Die Bewerbungsfrist endete am 15. Juli. Einser-Abi ist kein Garant. Chancen bieten ein Studium im Ausland oder der Klageweg

Der Ablehnungsbescheid für das Wunschstudium Medizin ist für viele ein herber Rückschlag. Selten ist er nicht, denn die Hürden liegen hoch. In Hamburg wurden im vergangenen Wintersemester Bewerber mit einem Notendurchschnitt bis 1,9 berücksichtigt und zum Naturwissenschaftstest HAM-Nat zugelassen. „Doch je schlechter die Note, umso besser musste der Test sein“, sagt Ronald Hoffmann, Leiter der Zentralen Studienberatung und Psychologischen Beratung der Universität Hamburg. Seien die Noten nicht so überragend, rät Hoffmann bei erneuter Bewerbung bei „Hochschulstart“ nicht auf Hamburg zu bestehen. „Die Anforderungen der Universitäten unterscheiden sich deutlich.“ Eine gründliche Recherche lohne sich.

Professionelle Unterstützung bei eben dieser Recherche bietet die private Studienberatung „planZ“ mit Sitz in Berlin. Beratungstermine sind in Hamburg möglich. „Je nach Ausgangslage bewerten wir die Chancen auf eine erneute Bewerbung und entwickeln eine Strategie für die Zwischenzeit“, sagt Patrick Ruthven-Murray von planZ. Die Wartezeit könne für erste berufliche Erfahrungen genutzt werden, so lasse sich das im Medizinstudium vorgesehene dreimonatige Pflegepraktikum absolvieren. Ruthven-Murray rät, sich intensiv auf den TMS (Test für medizinische Studiengänge) vorzubereiten.

Die zu überbrückende Wartezeit müsse jedoch im Rahmen bleiben. Ruthven-Murray rät davon ab, sich auf zwölf Wartesemester, wie aktuell in Hamburg, einzustellen. „Schon, weil es keine Garantie dafür gibt, dass die Zahl der benötigten Wartesemester nicht weiter ansteigt.“ Dann doch lieber sein Glück im Ausland versuchen – wobei auch diese Option längst kein Geheimtipp mehr ist. Die Schweiz als Nicht-EU-Land fordert eine Bewerbungsberechtigung und fällt somit in der Regel aus, Österreich hat den Zugang für ausländische Studenten auf 20 Prozent begrenzt. Die jedoch werden über einen Zugangstest ausgewählt, die Abi-Note ist irrelevant. „2012 kamen auf 300 Plätze an österreichischen Universitäten 5000 Bewerber. Ein Studium in der Muttersprache und ohne teure Studiengebühren ist für viele Deutsche attraktiv“, sagt Ruthven-Murray. Allerdings bieten zunehmend osteuropäische Universitäten deutsch- und englischsprachige Studiengänge. „Kostenpunkt je nach Studienort: 5000 bis 13.000 Euro pro Jahr. Dafür wird oft eine gute Betreuung und Ausstattung geboten“, sagt der Experte. Er empfiehlt, bei der Auswahl nach Standorten mit Tradition zu schauen. Zudem müssen die Leistungsnachweise der ausländischen Universität in Deutschland anerkannt sein.
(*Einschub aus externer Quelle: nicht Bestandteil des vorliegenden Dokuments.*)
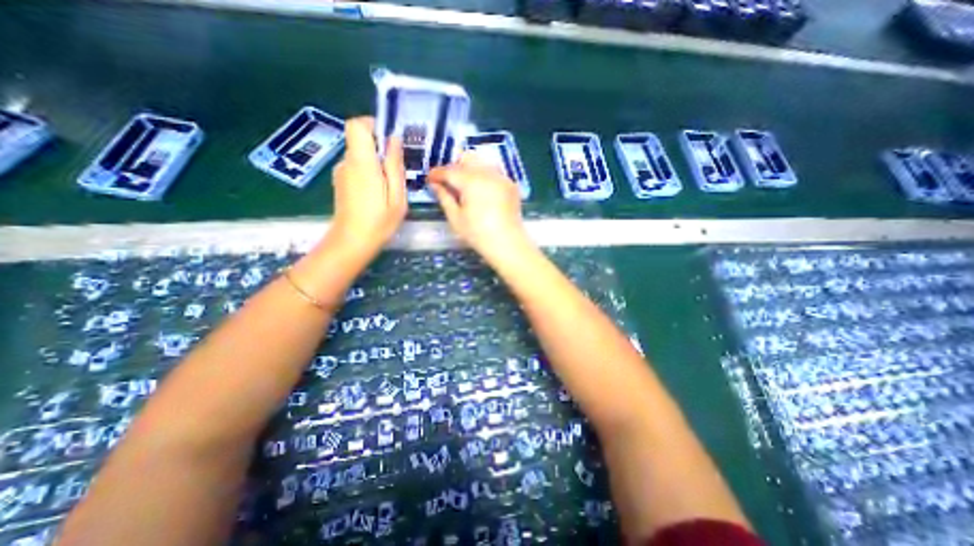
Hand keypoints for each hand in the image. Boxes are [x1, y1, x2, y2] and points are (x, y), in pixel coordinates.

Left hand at [324, 115, 405, 258]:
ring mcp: (341, 172)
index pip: (357, 125)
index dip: (373, 124)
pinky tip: (379, 193)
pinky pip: (357, 167)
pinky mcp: (341, 182)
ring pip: (360, 155)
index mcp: (362, 162)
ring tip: (391, 186)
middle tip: (398, 170)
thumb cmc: (379, 221)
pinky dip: (370, 173)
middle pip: (360, 140)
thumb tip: (394, 139)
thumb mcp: (397, 196)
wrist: (352, 242)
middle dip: (381, 148)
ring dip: (377, 163)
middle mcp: (347, 162)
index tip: (391, 139)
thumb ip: (394, 165)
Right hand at [426, 152, 528, 262]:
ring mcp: (501, 177)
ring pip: (481, 163)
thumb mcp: (456, 218)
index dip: (437, 173)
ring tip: (464, 186)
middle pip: (466, 159)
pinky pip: (493, 172)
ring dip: (469, 170)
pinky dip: (484, 176)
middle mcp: (487, 173)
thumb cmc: (478, 234)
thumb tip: (435, 185)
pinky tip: (481, 191)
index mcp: (471, 181)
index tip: (430, 179)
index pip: (449, 170)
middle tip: (447, 182)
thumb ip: (444, 197)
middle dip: (454, 167)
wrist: (508, 243)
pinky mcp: (510, 184)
Einige Studenten setzen nach dem Physikum ihr Studium in Deutschland fort. Die Rückkehrer stehen ebenfalls unter Konkurrenzdruck um die raren Studienplätze. Eine gute Chance, noch zum Zuge zu kommen, bietet der Klageweg. „Bei der Klage um einen Studienplatz Human- oder Zahnmedizin in höheren Semestern lag unsere Erfolgsquote bislang über 90 Prozent“, sagt der Hamburger Anwalt Dirk Naumann zu Grünberg. Für Erstsemester lassen sich die Erfolgsaussichten nicht so leicht beziffern. Sie hängen von zahlreichen formalen, aber auch individuellen Faktoren der Mandanten und der daraus resultierenden Klagestrategie ab.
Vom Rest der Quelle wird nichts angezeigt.